**DIRECTIONS**
If a line of the data below contains the string "this", copy it into your answer.

**STORED DATA**
-------

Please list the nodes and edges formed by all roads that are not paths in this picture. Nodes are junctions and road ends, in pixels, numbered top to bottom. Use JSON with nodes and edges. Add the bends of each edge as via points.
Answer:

-------

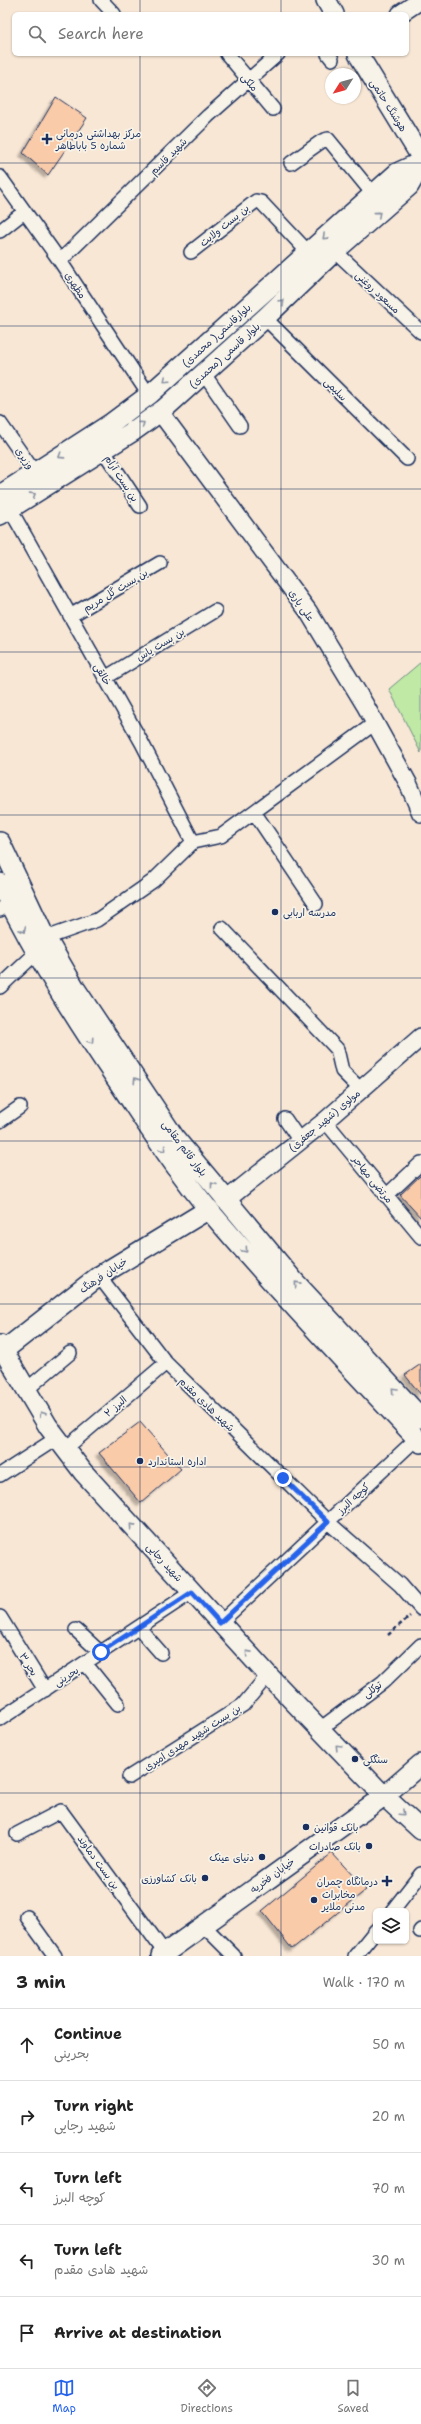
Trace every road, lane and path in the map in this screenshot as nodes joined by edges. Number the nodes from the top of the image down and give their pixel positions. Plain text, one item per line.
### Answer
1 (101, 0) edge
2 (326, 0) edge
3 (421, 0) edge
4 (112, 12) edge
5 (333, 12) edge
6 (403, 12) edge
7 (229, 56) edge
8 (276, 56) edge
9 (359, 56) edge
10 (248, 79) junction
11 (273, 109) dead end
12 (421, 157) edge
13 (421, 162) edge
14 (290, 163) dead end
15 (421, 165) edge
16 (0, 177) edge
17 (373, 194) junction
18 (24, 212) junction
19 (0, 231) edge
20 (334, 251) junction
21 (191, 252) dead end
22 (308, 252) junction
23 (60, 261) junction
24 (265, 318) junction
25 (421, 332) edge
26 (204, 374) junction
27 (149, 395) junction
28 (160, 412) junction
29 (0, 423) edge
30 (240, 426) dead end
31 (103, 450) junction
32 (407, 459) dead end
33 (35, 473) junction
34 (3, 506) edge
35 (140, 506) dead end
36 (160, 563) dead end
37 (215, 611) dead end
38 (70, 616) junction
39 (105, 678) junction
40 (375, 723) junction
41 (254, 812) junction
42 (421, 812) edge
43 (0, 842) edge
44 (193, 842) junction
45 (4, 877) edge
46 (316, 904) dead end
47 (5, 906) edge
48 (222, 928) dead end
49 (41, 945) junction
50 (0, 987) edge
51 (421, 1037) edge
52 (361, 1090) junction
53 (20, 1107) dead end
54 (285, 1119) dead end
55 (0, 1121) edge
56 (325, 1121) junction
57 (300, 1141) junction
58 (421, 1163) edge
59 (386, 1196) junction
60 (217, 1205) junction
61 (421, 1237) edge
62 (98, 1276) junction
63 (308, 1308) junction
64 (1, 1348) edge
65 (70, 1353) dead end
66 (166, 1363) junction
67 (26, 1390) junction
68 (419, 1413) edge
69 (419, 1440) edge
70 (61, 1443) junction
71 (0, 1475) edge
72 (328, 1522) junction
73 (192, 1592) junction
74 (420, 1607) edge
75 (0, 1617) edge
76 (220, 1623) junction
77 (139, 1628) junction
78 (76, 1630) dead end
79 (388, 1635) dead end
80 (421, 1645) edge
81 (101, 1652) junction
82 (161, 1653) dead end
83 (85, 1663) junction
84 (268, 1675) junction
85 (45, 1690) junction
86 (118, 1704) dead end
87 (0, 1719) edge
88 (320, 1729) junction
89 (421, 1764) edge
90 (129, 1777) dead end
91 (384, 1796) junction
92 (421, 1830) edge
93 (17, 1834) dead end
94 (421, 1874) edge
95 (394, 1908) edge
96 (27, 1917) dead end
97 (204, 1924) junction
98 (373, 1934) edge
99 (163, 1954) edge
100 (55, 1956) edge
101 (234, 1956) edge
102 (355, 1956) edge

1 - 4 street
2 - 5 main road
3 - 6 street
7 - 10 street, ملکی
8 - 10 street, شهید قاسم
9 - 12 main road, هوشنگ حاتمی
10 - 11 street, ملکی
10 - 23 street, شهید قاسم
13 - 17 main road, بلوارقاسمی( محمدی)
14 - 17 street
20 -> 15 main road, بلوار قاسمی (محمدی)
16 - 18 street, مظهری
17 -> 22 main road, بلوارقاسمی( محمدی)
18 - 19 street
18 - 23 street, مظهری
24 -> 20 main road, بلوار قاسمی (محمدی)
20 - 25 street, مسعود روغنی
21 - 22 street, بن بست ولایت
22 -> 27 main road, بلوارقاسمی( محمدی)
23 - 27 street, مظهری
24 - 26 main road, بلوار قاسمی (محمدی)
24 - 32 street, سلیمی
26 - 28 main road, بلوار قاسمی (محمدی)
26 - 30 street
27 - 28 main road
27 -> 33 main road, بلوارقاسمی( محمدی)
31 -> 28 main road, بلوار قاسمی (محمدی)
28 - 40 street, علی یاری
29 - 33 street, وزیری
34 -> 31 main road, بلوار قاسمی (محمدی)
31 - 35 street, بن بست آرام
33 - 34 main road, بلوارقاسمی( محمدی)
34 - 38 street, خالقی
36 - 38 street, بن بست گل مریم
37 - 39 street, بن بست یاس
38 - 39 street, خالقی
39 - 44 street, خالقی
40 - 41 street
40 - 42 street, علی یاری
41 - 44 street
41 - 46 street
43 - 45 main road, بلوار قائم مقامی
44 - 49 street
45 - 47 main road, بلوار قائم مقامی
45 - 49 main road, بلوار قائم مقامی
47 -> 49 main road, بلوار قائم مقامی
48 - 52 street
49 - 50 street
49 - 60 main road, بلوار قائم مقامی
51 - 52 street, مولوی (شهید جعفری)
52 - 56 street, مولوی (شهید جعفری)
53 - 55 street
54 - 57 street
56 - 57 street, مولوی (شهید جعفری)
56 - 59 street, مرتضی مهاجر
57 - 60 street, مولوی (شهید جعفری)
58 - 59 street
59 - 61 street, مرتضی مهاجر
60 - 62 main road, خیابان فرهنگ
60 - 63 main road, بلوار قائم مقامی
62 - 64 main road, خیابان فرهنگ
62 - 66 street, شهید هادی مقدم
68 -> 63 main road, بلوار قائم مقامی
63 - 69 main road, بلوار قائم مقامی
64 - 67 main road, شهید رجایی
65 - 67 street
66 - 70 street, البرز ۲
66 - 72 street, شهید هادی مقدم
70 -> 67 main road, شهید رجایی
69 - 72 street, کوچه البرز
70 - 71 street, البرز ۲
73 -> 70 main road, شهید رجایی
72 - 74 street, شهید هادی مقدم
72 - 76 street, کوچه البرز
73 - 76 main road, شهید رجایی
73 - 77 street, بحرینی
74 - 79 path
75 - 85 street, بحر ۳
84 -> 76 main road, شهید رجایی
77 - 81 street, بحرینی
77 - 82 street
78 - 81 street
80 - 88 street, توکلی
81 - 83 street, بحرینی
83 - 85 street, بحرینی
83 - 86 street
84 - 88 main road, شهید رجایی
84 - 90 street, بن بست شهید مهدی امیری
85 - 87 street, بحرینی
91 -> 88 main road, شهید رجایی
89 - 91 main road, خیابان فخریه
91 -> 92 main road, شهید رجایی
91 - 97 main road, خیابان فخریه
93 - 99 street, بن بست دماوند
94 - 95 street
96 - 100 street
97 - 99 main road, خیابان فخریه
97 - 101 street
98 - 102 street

-------

**FINISHED EXERCISE**
Please list the nodes and edges formed by all roads that are not paths in this picture. Nodes are junctions and road ends, in pixels, numbered top to bottom. Use JSON with nodes and edges. Add the bends of each edge as via points.
Trace every road, lane and path in the map in this screenshot as nodes joined by edges. Number the nodes from the top of the image down and give their pixel positions. Plain text, one item per line.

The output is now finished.